Date: Tue, 09 Oct 2012 16:24:16 +0200
User-agent: Mozilla/5.0 (X11; Linux x86_64; rv:15.0) Gecko/20120911 Thunderbird/15.0.1

On 10/09/2012 03:50 PM, Paolo Bonzini wrote:
> Il 09/10/2012 15:21, Avi Kivity ha scritto:
>> On 10/09/2012 03:11 PM, Paolo Bonzini wrote:
>>>> But no, it's actually impossible.  Hotplug may be triggered from a vcpu
>>>> thread, which clearly it can't be stopped.
>>>
>>> Hotplug should always be asynchronous (because that's how hardware
>>> works), so it should always be possible to delegate the actual work to a
>>> non-VCPU thread.  Or not?
>> 
>> The actual device deletion can happen from a different thread, as long
>> as you isolate the device before.  That's part of the garbage collector
>> idea.
>> 
>> vcpu thread:
>>   rcu_read_lock
>>   lookup
>>   dispatch
>>     mmio handler
>>       isolate
>>       queue(delete_work)
>>   rcu_read_unlock
>> 
>> worker thread:
>>   process queue
>>     delete_work
>>       synchronize_rcu() / stop_machine()
>>       acquire qemu lock
>>       delete object
>>       drop qemu lock
>> 
>> Compared to the garbage collector idea, this drops fined-grained locking
>> for the qdev tree, a significant advantage.  But it still suffers from
>> dispatching inside the rcu critical section, which is something we want
>> to avoid.
> 
> But we are not Linux, and I think the tradeoffs are different for RCU in
> Linux vs.

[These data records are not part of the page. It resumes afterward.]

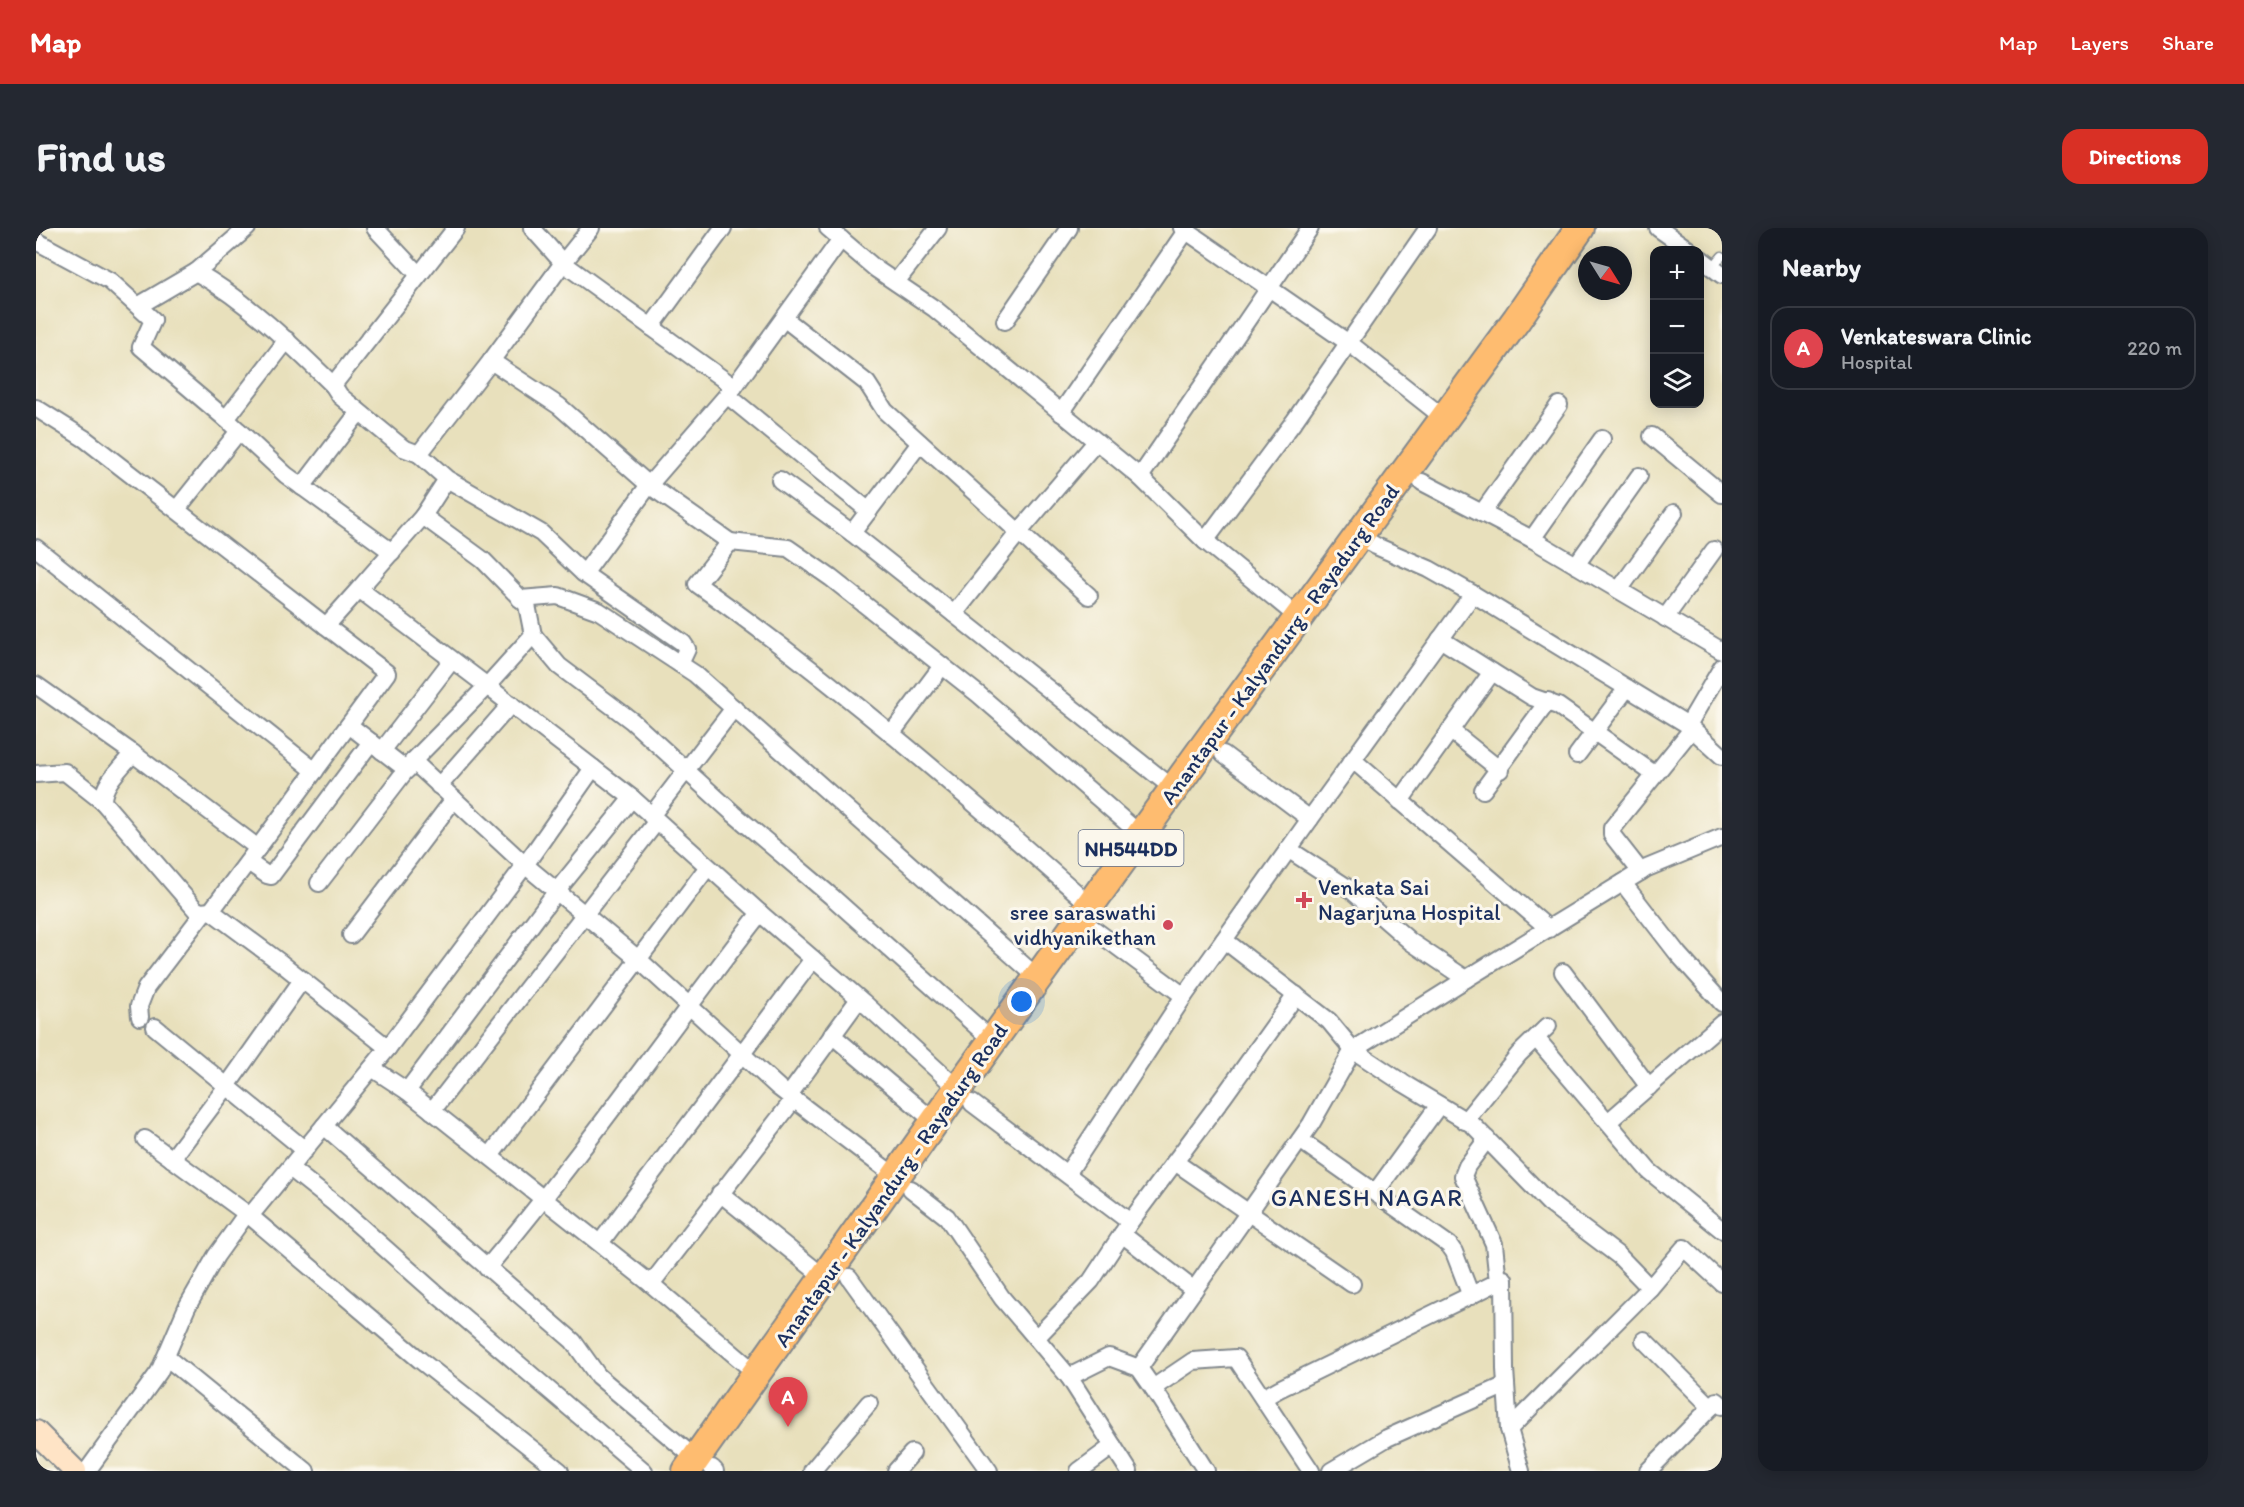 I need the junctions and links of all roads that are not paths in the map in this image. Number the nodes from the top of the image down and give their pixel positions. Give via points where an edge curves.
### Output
1 (375, 228) edge
2 (456, 228) edge
3 (532, 228) edge
4 (591, 228) edge
5 (723, 228) edge
6 (828, 228) edge
7 (938, 228) edge
8 (1069, 228) edge
9 (1310, 228) edge
10 (1428, 228) edge
11 (1580, 228) edge
12 (1600, 228) edge
13 (1658, 228) edge
14 (1185, 229) edge
15 (238, 231) edge
16 (841, 239) junction
17 (36, 241) edge
18 (1683, 246) edge
19 (564, 263) junction
20 (196, 272) junction
21 (419, 275) junction
22 (896, 282) junction
23 (1270, 289) junction
24 (138, 306) junction
25 (785, 319) junction
26 (1005, 321) dead end
27 (651, 327) junction
28 (286, 340) junction
29 (1347, 342) junction
30 (491, 360) junction
31 (333, 385) junction
32 (730, 391) junction
33 (1559, 405) dead end
34 (36, 408) edge
35 (359, 412) junction
36 (1061, 413) junction
37 (226, 418) junction
38 (1444, 418) junction
39 (239, 430) junction
40 (1652, 436) dead end
41 (1602, 439) dead end
42 (1096, 442) junction
43 (920, 443) junction
44 (419, 454) junction
45 (1639, 476) dead end
46 (1140, 477) junction
47 (447, 479) junction
48 (780, 480) dead end
49 (1422, 482) junction
50 (649, 485) junction
51 (302, 487) junction
52 (1722, 494) edge
53 (177, 509) junction
54 (869, 511) junction
55 (1482, 513) junction
56 (1674, 513) dead end
57 (423, 516) junction
58 (1018, 532) junction
59 (852, 533) junction
60 (1532, 539) junction
61 (1204, 540) junction
62 (1367, 541) junction
63 (730, 542) junction
64 (36, 548) edge
65 (1714, 550) dead end
66 (392, 552) junction
67 (1576, 565) junction
68 (583, 573) junction
69 (359, 589) junction
70 (1619, 590) junction
71 (1473, 594) junction
72 (1089, 596) dead end
73 (520, 599) junction
74 (954, 614) junction
75 (1299, 618) junction
76 (1665, 618) junction
77 (326, 626) junction
78 (533, 634) junction
79 (1440, 639) junction
80 (1722, 651) edge
81 (452, 660) junction
82 (680, 664) junction
83 (942, 666) junction
84 (1722, 667) edge
85 (1492, 672) junction
86 (36, 685) edge
87 (487, 686) junction
88 (1627, 688) junction
89 (1548, 701) junction
90 (511, 704) junction
91 (734, 708) junction
92 (349, 725) junction
93 (1690, 727) junction
94 (1450, 730) junction
95 (1595, 731) junction
96 (891, 734) junction
97 (377, 747) junction
98 (133, 753) junction
99 (1223, 754) junction
100 (1576, 755) dead end
101 (1722, 756) edge
102 (1353, 760) junction
103 (410, 765) junction
104 (593, 768) junction
105 (1500, 770) junction
106 (315, 771) junction
107 (687, 771) junction
108 (36, 774) edge
109 (1654, 774) junction
110 (440, 786) junction
111 (1174, 789) junction
112 (1483, 790) dead end
113 (632, 798) junction
114 (454, 799) junction
115 (1400, 801) junction
116 (103, 802) junction
117 (654, 819) junction
118 (1310, 819) junction
119 (1140, 835) junction
120 (1722, 837) edge
121 (258, 848) junction
122 (1288, 849) junction
123 (248, 862) junction
124 (525, 865) junction
125 (707, 868) junction
126 (1641, 872) junction
127 (319, 883) dead end
128 (1623, 883) junction
129 (556, 892) junction
130 (207, 912) junction
131 (760, 913) junction
132 (585, 915) junction
133 (1088, 918) junction
134 (1549, 929) junction
135 (351, 935) dead end
136 (1224, 940) junction
137 (638, 959) junction
138 (813, 959) junction
139 (1563, 972) dead end
140 (1038, 978) junction
141 (1466, 979) junction
142 (302, 980) junction
143 (1184, 996) junction
144 (1296, 996) junction
145 (859, 999) junction
146 (1722, 1003) edge
147 (688, 1005) junction
148 (140, 1017) dead end
149 (1722, 1023) edge
150 (1548, 1026) dead end
151 (155, 1027) dead end
152 (832, 1035) junction
153 (1536, 1038) junction
154 (993, 1041) junction
155 (388, 1048) junction
156 (1353, 1050) junction
157 (741, 1053) junction
158 (372, 1068) junction
159 (227, 1086) junction
160 (1649, 1087) junction
161 (407, 1091) junction
162 (965, 1096) junction
163 (791, 1097) junction
164 (1439, 1105) junction
165 (432, 1111) junction
166 (1465, 1120) junction
167 (935, 1122) junction
168 (1608, 1122) junction
169 (324, 1126) junction
170 (145, 1139) dead end
171 (1487, 1139) junction
172 (1300, 1140) junction
173 (305, 1150) junction
174 (490, 1156) junction
175 (172, 1159) junction
176 (1174, 1162) junction
177 (290, 1168) junction
178 (1067, 1174) junction
179 (904, 1183) junction
180 (720, 1193) junction
181 (1375, 1193) junction
182 (545, 1200) junction
183 (1247, 1213) junction
184 (248, 1215) junction
185 (1126, 1228) junction
186 (1722, 1230) edge
187 (600, 1243) junction
188 (487, 1268) junction
189 (837, 1277) junction
190 (1498, 1282) junction
191 (1722, 1283) edge
192 (651, 1284) junction
193 (1352, 1284) dead end
194 (1650, 1288) junction
195 (1194, 1290) junction
196 (1470, 1296) junction
197 (1036, 1338) junction
198 (1644, 1340) dead end
199 (166, 1357) junction
200 (1139, 1368) junction
201 (757, 1374) junction
202 (1069, 1377) junction
203 (1506, 1385) junction
204 (1153, 1388) junction
205 (1263, 1398) junction
206 (1718, 1402) edge
207 (870, 1403) dead end
208 (1509, 1428) junction
209 (36, 1432) edge
210 (1113, 1446) junction
211 (912, 1453) dead end
212 (704, 1468) edge
213 (75, 1471) edge
214 (87, 1471) edge
215 (306, 1471) edge
216 (560, 1471) edge
217 (644, 1471) edge
218 (812, 1471) edge
219 (896, 1471) edge
220 (989, 1471) edge
221 (1079, 1471) edge
222 (1129, 1471) edge
223 (1206, 1471) edge
224 (1311, 1471) edge
225 (1331, 1471) edge
226 (1521, 1471) edge
227 (1648, 1471) edge

1 - 21 street
2 - 21 street
3 - 19 street
4 - 19 street
5 - 27 street
6 - 16 street
7 - 22 street
8 - 26 street
9 - 23 street
10 - 29 street
11 - 38 highway, Anantapur - Kalyandurg - Rayadurg Road / NH544DD
12 - 49 highway, Anantapur - Kalyandurg - Rayadurg Road / NH544DD
13 - 18 street
14 - 23 street
14 - 36 street
15 - 20 street
16 - 22 street
16 - 25 street
17 - 24 street via 110,281
19 - 27 street
19 - 30 street
20 - 24 street
20 - 28 street
21 - 31 street
22 - 36 street via 935,309
23 - 29 street
23 - 46 street
24 - 37 street via 153,320 141,347
25 - 32 street
25 - 43 street via 867,383 885,411
27 - 32 street
28 - 31 street
28 - 37 street
29 - 38 street
29 - 61 street via 1295,420
30 - 44 street
30 - 50 street via 559,406
31 - 35 street
32 - 50 street
32 - 54 street
33 - 55 street
34 - 53 street via 85,439
35 - 44 street via 403,448
35 - 51 street
36 - 42 street
37 - 39 street
38 - 62 highway, Anantapur - Kalyandurg - Rayadurg Road / NH544DD
39 - 51 street
39 - 53 street
40 - 52 street
41 - 60 street
42 - 46 street
42 - 58 street
43 - 54 street
43 - 58 street
44 - 47 street
45 - 67 street
46 - 61 street
47 - 57 street
47 - 68 street via 541,533
48 - 59 street
49 - 55 street
49 - 62 highway, Anantapur - Kalyandurg - Rayadurg Road / NH544DD
50 - 63 street
50 - 68 street
51 - 66 street
53 - 77 street
54 - 59 street
55 - 60 street
56 - 70 street
57 - 66 street
57 - 73 street via 483,560
58 - 72 street
58 - 74 street
59 - 74 street
60 - 67 street
61 - 75 street
62 - 71 street
62 - 75 highway, Anantapur - Kalyandurg - Rayadurg Road / NH544DD
62 - 99 highway, Anantapur - Kalyandurg - Rayadurg Road / NH544DD
63 - 83 street via 788,548
63 - 96 street via 697,584 767,633
64 - 106 street
65 - 76 street
66 - 69 street
67 - 70 street
68 - 82 street via 683,643 687,649
69 - 77 street
69 - 81 street
70 - 76 street
71 - 79 street
71 - 88 street
73 - 78 street via 527,605
73 - 82 street via 558,596 599,611
74 - 111 street
75 - 111 highway, Anantapur - Kalyandurg - Rayadurg Road / NH544DD
76 - 80 street
77 - 92 street via 387,673
78 - 87 street
78 - 107 street via 560,666 632,721
79 - 85 street
79 - 102 street
81 - 87 street
81 - 97 street
82 - 91 street
83 - 96 street
83 - 119 street
84 - 93 street
85 - 89 street via 1532,697
85 - 94 street
86 - 98 street
87 - 90 street
87 - 103 street
88 - 93 street
88 - 95 street
89 - 95 street
89 - 105 street
90 - 104 street
90 - 110 street
91 - 107 street
91 - 140 street
92 - 97 street
92 - 106 street
93 - 101 street
93 - 109 street
94 - 105 street
94 - 115 street
95 - 100 street
95 - 109 street
96 - 133 street via 957,787
97 - 103 street
97 - 123 street via 270,876
98 - 116 street via 107,786
98 - 121 street
99 - 118 street
99 - 133 highway, Anantapur - Kalyandurg - Rayadurg Road / NH544DD
102 - 115 street
102 - 118 street
103 - 110 street
103 - 127 street
104 - 113 street
104 - 124 street
105 - 112 street
106 - 121 street
107 - 117 street
107 - 154 street
108 - 116 street via 65,772
109 - 126 street via 1611,831
110 - 114 street
111 - 119 highway, Anantapur - Kalyandurg - Rayadurg Road / NH544DD
113 - 117 street
113 - 129 street
114 - 124 street
114 - 135 street
115 - 134 street
116 - 130 street via 196,910
117 - 125 street
117 - 132 street
118 - 122 street
119 - 133 highway, Anantapur - Kalyandurg - Rayadurg Road / NH544DD
120 - 126 street
121 - 123 street
122 - 136 street
122 - 141 street via 1351,890 1412,942
123 - 130 street
124 - 129 street
124 - 155 street
125 - 131 street
125 - 137 street
126 - 128 street
128 - 134 street
128 - 146 street
129 - 132 street
129 - 161 street
130 - 142 street
130 - 148 street via 146,988 139,1006
131 - 138 street
131 - 147 street
132 - 137 street
132 - 165 street
133 - 140 highway, Anantapur - Kalyandurg - Rayadurg Road / NH544DD
133 - 143 street
133 - 162 highway, Anantapur - Kalyandurg - Rayadurg Road / NH544DD
134 - 141 street
136 - 143 street
136 - 144 street
137 - 147 street
137 - 174 street
138 - 145 street
138 - 157 street
139 - 160 street
140 - 154 highway, Anantapur - Kalyandurg - Rayadurg Road / NH544DD
141 - 156 street
142 - 155 street
142 - 159 street
143 - 178 street
144 - 156 street via 1329,1021
144 - 176 street
145 - 152 street
145 - 162 street
147 - 157 street
147 - 182 street
149 - 160 street
150 - 153 street
151 - 159 street
152 - 163 street
152 - 167 street
153 - 166 street
153 - 168 street
154 - 162 highway, Anantapur - Kalyandurg - Rayadurg Road / NH544DD
155 - 158 street
156 - 164 street
156 - 172 street
157 - 163 street
157 - 187 street
158 - 161 street
158 - 169 street
159 - 173 street
159 - 175 street
160 - 168 street
161 - 165 street
162 - 167 highway, Anantapur - Kalyandurg - Rayadurg Road / NH544DD
162 - 178 street
162 - 179 highway, Anantapur - Kalyandurg - Rayadurg Road / NH544DD
163 - 179 street
163 - 180 street
164 - 166 street
164 - 181 street
165 - 174 street
166 - 171 street
167 - 179 highway, Anantapur - Kalyandurg - Rayadurg Road / NH544DD
168 - 186 street via 1649,1171
169 - 173 street
169 - 188 street
170 - 175 street
171 - 190 street via 1463,1176 1494,1244
171 - 194 street via 1549,1203 1619,1256
172 - 181 street
172 - 183 street
173 - 177 street
174 - 182 street
175 - 184 street
176 - 183 street
176 - 185 street
177 - 184 street
177 - 217 street
178 - 185 street
179 - 189 highway, Anantapur - Kalyandurg - Rayadurg Road / NH544DD
179 - 197 street via 947,1217 1002,1298
180 - 189 street
180 - 192 street
181 - 196 street via 1449,1245
182 - 187 street
182 - 188 street
183 - 193 street
183 - 195 street
184 - 199 street via 216,1256 187,1307
184 - 216 street
185 - 195 street
185 - 197 street via 1091,1281
187 - 192 street
188 - 212 street via 573,1341 598,1376
189 - 201 highway, Anantapur - Kalyandurg - Rayadurg Road / NH544DD
189 - 212 highway, Anantapur - Kalyandurg - Rayadurg Road / NH544DD
189 - 220 street
190 - 196 street
190 - 203 street via 1503,1280
191 - 194 street via 1684,1248
192 - 201 street
194 - 208 street
195 - 200 street
196 - 205 street
197 - 202 street
198 - 206 street
199 - 214 street
199 - 215 street
200 - 202 street via 1109,1357
200 - 204 street
201 - 212 highway, Anantapur - Kalyandurg - Rayadurg Road / NH544DD
202 - 210 street
203 - 208 street
203 - 225 street via 1387,1438
204 - 205 street via 1192,1361 1236,1358
204 - 223 street
205 - 224 street
206 - 227 street
207 - 218 street
208 - 226 street
209 - 213 street
210 - 221 street
210 - 222 street
211 - 219 street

QEMU.
> 
> For CPUs in the kernel, running user code is just one way to get things
> done; QEMU threads are much more event driven, and their whole purpose
> is to either run the guest or sleep, until "something happens" (VCPU
> exit or readable fd).  In other words, QEMU threads should be able to
> stay most of the time in KVM_RUN or select() for any workload (to some
> approximation).

If you're streaming data (the saturated iothread from that other thread)
or live migrating or have a block job with fast storage, this isn't
necessarily true.  You could make sure each thread polls the rcu state
periodically though.

> Not just that: we do not need to minimize RCU critical sections, because
> anyway we want to minimize the time spent in QEMU, period.
> 
> So I believe that to some approximation, in QEMU we can completely
> ignore everything else, and behave as if threads were always under
> rcu_read_lock(), except if in KVM_RUN/select.  KVM_RUN and select are
> what Paul McKenney calls extended quiescent states, and in fact the
> following mapping works:
> 
>     rcu_extended_quiesce_start()     -> rcu_read_unlock();
>     rcu_extended_quiesce_end()       -> rcu_read_lock();
>     rcu_read_lock/unlock()           -> nop
> 
> This in turn means that dispatching inside the RCU critical section is
> not really bad.

I believe you still cannot synchronize_rcu() while in an rcu critical
section per the rcu documentation, even when lock/unlock map to nops.
Of course we can violate that and it wouldn't know a thing, but I prefer
to stick to the established pattern.